Establish how many lines in the material include the string "Romana" and report it as a lone number.

BEGIN Excerpted data

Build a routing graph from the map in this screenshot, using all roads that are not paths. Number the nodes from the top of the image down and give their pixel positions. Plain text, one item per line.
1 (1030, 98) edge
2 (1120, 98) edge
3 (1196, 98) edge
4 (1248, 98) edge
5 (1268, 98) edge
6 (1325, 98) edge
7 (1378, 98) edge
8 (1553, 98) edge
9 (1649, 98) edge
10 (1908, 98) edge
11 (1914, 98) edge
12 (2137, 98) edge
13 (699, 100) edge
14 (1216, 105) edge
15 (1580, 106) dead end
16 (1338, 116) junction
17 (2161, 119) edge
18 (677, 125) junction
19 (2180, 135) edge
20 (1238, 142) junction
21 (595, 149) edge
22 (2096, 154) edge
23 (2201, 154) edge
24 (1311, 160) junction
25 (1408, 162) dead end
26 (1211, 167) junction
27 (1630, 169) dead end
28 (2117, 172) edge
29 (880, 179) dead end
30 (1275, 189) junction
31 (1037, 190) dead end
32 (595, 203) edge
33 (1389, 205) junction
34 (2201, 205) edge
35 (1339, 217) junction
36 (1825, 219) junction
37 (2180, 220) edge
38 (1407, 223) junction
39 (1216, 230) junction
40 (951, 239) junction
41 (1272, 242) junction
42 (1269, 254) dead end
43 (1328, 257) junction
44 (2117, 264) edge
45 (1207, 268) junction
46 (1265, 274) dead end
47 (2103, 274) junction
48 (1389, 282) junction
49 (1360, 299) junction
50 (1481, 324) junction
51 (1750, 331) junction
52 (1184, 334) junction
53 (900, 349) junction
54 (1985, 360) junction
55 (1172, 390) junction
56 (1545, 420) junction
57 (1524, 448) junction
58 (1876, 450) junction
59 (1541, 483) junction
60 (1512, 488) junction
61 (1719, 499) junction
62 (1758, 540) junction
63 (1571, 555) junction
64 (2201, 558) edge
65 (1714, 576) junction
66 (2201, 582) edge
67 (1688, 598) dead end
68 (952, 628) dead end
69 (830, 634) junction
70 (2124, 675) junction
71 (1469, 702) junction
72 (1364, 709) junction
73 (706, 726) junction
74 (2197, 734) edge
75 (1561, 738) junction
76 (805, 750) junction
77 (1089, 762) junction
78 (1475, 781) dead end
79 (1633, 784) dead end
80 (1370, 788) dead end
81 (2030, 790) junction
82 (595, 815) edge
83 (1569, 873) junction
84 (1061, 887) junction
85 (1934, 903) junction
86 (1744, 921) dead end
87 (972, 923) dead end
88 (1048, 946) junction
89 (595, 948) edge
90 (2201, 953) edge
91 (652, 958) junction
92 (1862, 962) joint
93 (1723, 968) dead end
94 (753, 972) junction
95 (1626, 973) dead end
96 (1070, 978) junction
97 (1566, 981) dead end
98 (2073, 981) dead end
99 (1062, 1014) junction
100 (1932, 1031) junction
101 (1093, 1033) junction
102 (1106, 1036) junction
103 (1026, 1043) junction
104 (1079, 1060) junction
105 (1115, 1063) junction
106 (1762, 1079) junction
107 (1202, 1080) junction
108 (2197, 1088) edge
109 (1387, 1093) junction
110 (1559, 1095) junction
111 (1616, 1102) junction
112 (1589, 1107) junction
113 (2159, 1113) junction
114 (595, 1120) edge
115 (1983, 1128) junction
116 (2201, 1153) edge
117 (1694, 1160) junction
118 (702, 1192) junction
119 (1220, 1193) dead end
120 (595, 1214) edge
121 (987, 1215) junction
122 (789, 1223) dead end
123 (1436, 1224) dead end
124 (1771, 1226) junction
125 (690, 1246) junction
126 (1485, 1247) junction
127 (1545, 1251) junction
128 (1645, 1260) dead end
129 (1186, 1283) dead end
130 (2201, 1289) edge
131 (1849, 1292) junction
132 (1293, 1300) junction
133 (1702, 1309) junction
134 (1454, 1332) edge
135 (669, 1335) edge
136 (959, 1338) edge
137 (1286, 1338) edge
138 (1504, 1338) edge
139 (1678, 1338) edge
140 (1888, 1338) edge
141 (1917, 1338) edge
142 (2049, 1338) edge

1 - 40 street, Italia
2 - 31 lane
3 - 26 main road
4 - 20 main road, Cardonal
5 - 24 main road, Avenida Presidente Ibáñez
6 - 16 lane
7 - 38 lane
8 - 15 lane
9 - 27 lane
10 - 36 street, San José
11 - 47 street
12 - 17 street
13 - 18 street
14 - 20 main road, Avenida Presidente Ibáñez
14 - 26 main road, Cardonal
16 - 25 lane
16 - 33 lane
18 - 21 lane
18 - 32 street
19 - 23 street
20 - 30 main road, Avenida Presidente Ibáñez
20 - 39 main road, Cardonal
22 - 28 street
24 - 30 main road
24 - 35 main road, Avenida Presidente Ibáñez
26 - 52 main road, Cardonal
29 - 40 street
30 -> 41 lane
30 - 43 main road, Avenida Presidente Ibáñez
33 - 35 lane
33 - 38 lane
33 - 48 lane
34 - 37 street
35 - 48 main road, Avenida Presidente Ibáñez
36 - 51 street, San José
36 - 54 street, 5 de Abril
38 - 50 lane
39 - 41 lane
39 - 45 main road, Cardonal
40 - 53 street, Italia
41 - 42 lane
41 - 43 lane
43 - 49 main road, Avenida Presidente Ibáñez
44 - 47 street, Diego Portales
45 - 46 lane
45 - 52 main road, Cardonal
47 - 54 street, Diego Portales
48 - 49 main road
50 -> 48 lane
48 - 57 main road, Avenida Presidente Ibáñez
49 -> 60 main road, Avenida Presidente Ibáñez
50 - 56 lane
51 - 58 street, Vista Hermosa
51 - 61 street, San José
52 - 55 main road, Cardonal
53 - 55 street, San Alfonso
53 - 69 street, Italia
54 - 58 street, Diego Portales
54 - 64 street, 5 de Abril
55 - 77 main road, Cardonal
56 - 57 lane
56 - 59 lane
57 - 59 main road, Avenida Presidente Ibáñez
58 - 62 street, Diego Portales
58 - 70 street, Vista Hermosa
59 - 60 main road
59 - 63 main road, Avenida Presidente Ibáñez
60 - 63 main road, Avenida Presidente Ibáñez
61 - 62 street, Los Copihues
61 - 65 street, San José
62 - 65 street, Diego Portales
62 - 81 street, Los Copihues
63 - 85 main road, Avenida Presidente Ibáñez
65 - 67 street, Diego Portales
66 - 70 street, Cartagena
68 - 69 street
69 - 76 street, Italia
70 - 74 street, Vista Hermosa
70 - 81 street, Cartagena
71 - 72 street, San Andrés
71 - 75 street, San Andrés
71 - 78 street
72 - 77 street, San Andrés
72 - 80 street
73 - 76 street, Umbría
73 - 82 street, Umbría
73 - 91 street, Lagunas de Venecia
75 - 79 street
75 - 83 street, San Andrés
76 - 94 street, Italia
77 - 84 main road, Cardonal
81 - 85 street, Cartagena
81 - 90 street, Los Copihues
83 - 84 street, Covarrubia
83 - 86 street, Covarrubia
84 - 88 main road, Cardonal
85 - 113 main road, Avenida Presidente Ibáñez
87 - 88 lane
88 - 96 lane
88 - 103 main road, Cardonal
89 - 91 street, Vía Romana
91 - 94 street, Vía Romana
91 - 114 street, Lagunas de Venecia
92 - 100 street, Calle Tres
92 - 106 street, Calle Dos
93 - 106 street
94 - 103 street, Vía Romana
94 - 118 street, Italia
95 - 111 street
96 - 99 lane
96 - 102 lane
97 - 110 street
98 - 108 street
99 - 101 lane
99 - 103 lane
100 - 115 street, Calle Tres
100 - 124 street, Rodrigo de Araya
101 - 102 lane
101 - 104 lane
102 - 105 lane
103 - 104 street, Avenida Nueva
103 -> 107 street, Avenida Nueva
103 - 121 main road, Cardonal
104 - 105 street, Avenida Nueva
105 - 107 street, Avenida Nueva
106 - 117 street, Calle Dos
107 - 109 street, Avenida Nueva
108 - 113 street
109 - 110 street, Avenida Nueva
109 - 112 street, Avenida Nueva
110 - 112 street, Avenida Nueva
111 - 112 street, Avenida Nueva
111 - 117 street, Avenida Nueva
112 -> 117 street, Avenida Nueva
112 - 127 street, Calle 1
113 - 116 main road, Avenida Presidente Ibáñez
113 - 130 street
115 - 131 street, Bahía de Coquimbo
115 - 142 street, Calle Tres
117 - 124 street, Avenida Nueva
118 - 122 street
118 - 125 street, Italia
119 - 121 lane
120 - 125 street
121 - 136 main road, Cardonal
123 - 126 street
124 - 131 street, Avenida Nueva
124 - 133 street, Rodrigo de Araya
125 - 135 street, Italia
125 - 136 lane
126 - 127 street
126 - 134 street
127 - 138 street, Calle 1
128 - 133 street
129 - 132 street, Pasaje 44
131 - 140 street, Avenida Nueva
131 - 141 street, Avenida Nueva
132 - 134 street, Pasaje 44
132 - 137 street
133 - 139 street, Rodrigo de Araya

END Excerpted data

**Task answer:** 3